“Hello, Ava.” Well, shit. His voice is something akin to liquid gold. It is deep, his accent slightly thicker than Matthias’s, with a rich undertone that makes me wonder if the female population of Boston surrenders their wet panties to him as he walks down the street. “I’ve heard so much about you.”
I take his offered hand, giving it a firm shake. Amusement glitters in his eyes as he pulls it away. “Likewise,” I tell him. “Thank you for making the trip.” I might as well keep to the niceties before he throws me to the curb like yesterday’s trash.
“Matthias was like a son to me.” Tomas’s jaw clenches, the muscles of his throat tighten and he shakes with barely contained fury as he gazes over Matthias’s grave. “There is nowhere I would rather be, but I am unfortunately short ontime. I have my own problems to contend with back in Boston and I must be getting back. So, why don’t we go grab a quick lunch, hm?”
This is not what I am expecting.
Is the man honestly going to make me wait in dreaded anticipation while we get a meal? Doesn’t that just prolong the time he so adamantly says he doesn’t have?
“I’m sure we can have the discussion here.” My eyes find his, and I hold his stare unflinchingly. He searches my face, the lines of his forehead creasing slightly as he takes in my tight features and clenched teeth. Can he hear my heart pounding beneath my rib cage as the fear of the looming ax above my head is drug ever closer?

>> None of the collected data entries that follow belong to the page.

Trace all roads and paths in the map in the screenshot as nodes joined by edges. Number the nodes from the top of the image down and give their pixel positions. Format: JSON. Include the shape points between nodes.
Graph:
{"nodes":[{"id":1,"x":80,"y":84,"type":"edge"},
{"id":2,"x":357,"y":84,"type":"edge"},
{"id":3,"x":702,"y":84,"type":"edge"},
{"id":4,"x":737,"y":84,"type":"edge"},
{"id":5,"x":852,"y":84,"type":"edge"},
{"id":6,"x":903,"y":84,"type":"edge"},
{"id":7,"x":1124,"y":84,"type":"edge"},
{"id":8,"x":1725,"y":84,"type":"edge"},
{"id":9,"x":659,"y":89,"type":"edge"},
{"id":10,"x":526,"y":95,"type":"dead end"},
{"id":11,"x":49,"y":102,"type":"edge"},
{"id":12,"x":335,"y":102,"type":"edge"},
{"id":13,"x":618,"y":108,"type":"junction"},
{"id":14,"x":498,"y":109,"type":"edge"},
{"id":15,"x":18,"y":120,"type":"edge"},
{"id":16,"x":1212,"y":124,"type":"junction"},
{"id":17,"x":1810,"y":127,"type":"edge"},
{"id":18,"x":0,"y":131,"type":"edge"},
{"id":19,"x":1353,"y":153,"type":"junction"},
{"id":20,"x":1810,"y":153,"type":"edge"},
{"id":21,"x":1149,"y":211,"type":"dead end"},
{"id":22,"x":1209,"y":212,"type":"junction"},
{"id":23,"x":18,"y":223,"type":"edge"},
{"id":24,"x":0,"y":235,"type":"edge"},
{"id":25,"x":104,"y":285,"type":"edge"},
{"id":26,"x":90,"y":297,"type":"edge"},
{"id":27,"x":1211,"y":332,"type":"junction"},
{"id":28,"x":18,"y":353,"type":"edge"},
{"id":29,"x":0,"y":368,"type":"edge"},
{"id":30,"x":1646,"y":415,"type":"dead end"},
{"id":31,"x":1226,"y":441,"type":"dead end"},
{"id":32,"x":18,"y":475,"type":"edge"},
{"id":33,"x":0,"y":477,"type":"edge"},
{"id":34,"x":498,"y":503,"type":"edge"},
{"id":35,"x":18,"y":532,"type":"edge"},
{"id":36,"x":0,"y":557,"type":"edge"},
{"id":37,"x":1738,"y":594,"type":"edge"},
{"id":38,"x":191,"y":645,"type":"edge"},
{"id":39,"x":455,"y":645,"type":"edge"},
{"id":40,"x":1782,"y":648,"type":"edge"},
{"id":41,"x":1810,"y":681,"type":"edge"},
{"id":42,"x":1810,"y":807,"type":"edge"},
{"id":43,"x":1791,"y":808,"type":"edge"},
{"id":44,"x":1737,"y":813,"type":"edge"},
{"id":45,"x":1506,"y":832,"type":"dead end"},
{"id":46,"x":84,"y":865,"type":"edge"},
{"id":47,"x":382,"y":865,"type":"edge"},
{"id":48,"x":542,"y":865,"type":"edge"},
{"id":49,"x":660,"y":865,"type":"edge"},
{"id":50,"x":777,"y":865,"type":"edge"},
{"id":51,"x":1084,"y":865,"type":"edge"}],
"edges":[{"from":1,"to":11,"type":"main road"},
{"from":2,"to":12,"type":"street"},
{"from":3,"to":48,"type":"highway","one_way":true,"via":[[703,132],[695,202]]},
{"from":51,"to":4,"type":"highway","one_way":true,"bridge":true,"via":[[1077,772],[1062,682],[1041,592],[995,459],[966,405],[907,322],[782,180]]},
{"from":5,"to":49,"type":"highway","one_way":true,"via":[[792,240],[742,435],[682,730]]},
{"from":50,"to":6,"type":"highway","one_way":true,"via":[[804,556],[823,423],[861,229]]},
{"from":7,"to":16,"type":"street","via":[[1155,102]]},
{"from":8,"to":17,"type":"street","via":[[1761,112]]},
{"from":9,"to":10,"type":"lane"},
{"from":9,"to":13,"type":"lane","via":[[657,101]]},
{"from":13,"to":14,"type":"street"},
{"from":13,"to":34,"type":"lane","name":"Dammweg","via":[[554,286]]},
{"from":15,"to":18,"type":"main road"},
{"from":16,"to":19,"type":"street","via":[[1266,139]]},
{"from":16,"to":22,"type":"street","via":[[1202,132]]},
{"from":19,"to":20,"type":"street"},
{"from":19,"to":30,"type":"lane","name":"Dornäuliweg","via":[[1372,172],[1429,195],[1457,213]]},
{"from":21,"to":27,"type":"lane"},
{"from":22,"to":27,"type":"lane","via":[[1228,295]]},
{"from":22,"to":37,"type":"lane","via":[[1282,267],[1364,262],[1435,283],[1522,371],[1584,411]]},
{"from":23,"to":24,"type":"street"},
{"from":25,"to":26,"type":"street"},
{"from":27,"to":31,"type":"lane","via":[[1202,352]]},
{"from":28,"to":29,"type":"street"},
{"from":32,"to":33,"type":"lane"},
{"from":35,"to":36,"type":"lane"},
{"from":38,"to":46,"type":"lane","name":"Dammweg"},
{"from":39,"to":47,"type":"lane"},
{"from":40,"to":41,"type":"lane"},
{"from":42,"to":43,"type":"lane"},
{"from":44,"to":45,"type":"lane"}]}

Sweat collects along the back of my neck the longer the silence wears on. He studies me, the giant man whose aged face still resembles a Greek god.
Tomas is timeless in his three-piece black suit and Armani shoes. His graying brown hair is swept up and back at the top, flanked by slick, shorter sides. His hazel eyes are piercing beneath thick lashes and bushy brows.
Long stubble is spread across his lower face, drawing my attention to his full lips and the sharp cut of his jawline. The resemblance between him and Vas is uncanny. They appear closer to brothers than father and son.
“No.” Tomas’s amused smile doesn’t waver. “This is better discussed somewhere less out in the open, don’t you think?” My brows knit in confusion, head tilting to the side slightly as I try to decipher the meaning.
“I don’t?—”
“Come.” He doesn’t give me the chance to decline his offer or to figure out what the hell is going on. “There’s this nice little piroshki shop near to here.”
The fucker turns to leave without giving me a second glance. He knows I am going to follow him. I don’t have a choice and that is the worst part.
“And I thought Matthias was a cryptic asshole,” I mutter as I begrudgingly follow Vas’s father to his car. Vas chuckles.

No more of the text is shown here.